Work request –
Reproduce each line of the material precisely.

= Beginning of Section =

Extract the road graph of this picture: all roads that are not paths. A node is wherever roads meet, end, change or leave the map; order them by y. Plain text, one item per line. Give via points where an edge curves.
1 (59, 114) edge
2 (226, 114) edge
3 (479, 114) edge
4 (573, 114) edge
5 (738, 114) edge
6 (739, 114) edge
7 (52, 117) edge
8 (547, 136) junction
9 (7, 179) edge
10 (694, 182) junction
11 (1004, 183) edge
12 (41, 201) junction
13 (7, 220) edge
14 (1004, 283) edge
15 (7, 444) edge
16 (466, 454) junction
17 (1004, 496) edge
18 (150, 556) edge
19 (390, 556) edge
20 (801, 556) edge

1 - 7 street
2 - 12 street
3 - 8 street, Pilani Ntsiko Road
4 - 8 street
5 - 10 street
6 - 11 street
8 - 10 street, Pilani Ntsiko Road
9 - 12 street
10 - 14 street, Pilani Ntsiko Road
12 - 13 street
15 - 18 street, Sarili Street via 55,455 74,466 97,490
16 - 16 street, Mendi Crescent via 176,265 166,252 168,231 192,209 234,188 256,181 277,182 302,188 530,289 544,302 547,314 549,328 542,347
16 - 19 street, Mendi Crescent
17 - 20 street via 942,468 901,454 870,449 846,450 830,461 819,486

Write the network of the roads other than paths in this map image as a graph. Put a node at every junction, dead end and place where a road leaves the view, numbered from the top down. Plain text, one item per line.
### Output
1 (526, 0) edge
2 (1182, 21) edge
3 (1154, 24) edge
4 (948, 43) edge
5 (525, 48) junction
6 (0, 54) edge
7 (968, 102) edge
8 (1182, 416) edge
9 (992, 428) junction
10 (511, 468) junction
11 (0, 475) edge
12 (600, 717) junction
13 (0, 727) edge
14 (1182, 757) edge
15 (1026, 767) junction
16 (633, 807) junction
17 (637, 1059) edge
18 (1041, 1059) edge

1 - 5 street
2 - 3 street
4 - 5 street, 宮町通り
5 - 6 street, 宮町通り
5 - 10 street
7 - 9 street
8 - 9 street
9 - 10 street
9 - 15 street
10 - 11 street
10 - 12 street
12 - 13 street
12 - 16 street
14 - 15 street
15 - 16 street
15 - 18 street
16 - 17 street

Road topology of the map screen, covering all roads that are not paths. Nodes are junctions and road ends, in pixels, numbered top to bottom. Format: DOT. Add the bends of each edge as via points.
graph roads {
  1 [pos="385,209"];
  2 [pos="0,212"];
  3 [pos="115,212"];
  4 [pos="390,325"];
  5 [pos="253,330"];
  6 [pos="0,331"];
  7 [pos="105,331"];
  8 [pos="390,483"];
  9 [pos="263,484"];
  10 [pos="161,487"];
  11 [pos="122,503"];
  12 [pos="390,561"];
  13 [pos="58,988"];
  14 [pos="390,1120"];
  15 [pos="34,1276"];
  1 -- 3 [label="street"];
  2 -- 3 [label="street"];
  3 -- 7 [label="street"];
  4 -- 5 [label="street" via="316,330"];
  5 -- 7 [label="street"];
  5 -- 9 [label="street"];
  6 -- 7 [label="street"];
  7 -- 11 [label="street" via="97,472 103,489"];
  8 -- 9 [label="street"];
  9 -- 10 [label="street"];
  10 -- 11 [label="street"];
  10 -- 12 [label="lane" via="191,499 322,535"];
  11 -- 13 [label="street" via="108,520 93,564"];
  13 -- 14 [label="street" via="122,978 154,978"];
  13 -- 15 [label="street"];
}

= End of Section =

The completed task –
Extract the road graph of this picture: all roads that are not paths. A node is wherever roads meet, end, change or leave the map; order them by y. Plain text, one item per line. Give via points where an edge curves.
1 (59, 114) edge
2 (226, 114) edge
3 (479, 114) edge
4 (573, 114) edge
5 (738, 114) edge
6 (739, 114) edge
7 (52, 117) edge
8 (547, 136) junction
9 (7, 179) edge
10 (694, 182) junction
11 (1004, 183) edge
12 (41, 201) junction
13 (7, 220) edge
14 (1004, 283) edge
15 (7, 444) edge
16 (466, 454) junction
17 (1004, 496) edge
18 (150, 556) edge
19 (390, 556) edge
20 (801, 556) edge

1 - 7 street
2 - 12 street
3 - 8 street, Pilani Ntsiko Road
4 - 8 street
5 - 10 street
6 - 11 street
8 - 10 street, Pilani Ntsiko Road
9 - 12 street
10 - 14 street, Pilani Ntsiko Road
12 - 13 street
15 - 18 street, Sarili Street via 55,455 74,466 97,490
16 - 16 street, Mendi Crescent via 176,265 166,252 168,231 192,209 234,188 256,181 277,182 302,188 530,289 544,302 547,314 549,328 542,347
16 - 19 street, Mendi Crescent
17 - 20 street via 942,468 901,454 870,449 846,450 830,461 819,486

Write the network of the roads other than paths in this map image as a graph. Put a node at every junction, dead end and place where a road leaves the view, numbered from the top down. Plain text, one item per line.
### Output
1 (526, 0) edge
2 (1182, 21) edge
3 (1154, 24) edge
4 (948, 43) edge
5 (525, 48) junction
6 (0, 54) edge
7 (968, 102) edge
8 (1182, 416) edge
9 (992, 428) junction
10 (511, 468) junction
11 (0, 475) edge
12 (600, 717) junction
13 (0, 727) edge
14 (1182, 757) edge
15 (1026, 767) junction
16 (633, 807) junction
17 (637, 1059) edge
18 (1041, 1059) edge

1 - 5 street
2 - 3 street
4 - 5 street, 宮町通り
5 - 6 street, 宮町通り
5 - 10 street
7 - 9 street
8 - 9 street
9 - 10 street
9 - 15 street
10 - 11 street
10 - 12 street
12 - 13 street
12 - 16 street
14 - 15 street
15 - 16 street
15 - 18 street
16 - 17 street

Road topology of the map screen, covering all roads that are not paths. Nodes are junctions and road ends, in pixels, numbered top to bottom. Format: DOT. Add the bends of each edge as via points.
graph roads {
  1 [pos="385,209"];
  2 [pos="0,212"];
  3 [pos="115,212"];
  4 [pos="390,325"];
  5 [pos="253,330"];
  6 [pos="0,331"];
  7 [pos="105,331"];
  8 [pos="390,483"];
  9 [pos="263,484"];
  10 [pos="161,487"];
  11 [pos="122,503"];
  12 [pos="390,561"];
  13 [pos="58,988"];
  14 [pos="390,1120"];
  15 [pos="34,1276"];
  1 -- 3 [label="street"];
  2 -- 3 [label="street"];
  3 -- 7 [label="street"];
  4 -- 5 [label="street" via="316,330"];
  5 -- 7 [label="street"];
  5 -- 9 [label="street"];
  6 -- 7 [label="street"];
  7 -- 11 [label="street" via="97,472 103,489"];
  8 -- 9 [label="street"];
  9 -- 10 [label="street"];
  10 -- 11 [label="street"];
  10 -- 12 [label="lane" via="191,499 322,535"];
  11 -- 13 [label="street" via="108,520 93,564"];
  13 -- 14 [label="street" via="122,978 154,978"];
  13 -- 15 [label="street"];
}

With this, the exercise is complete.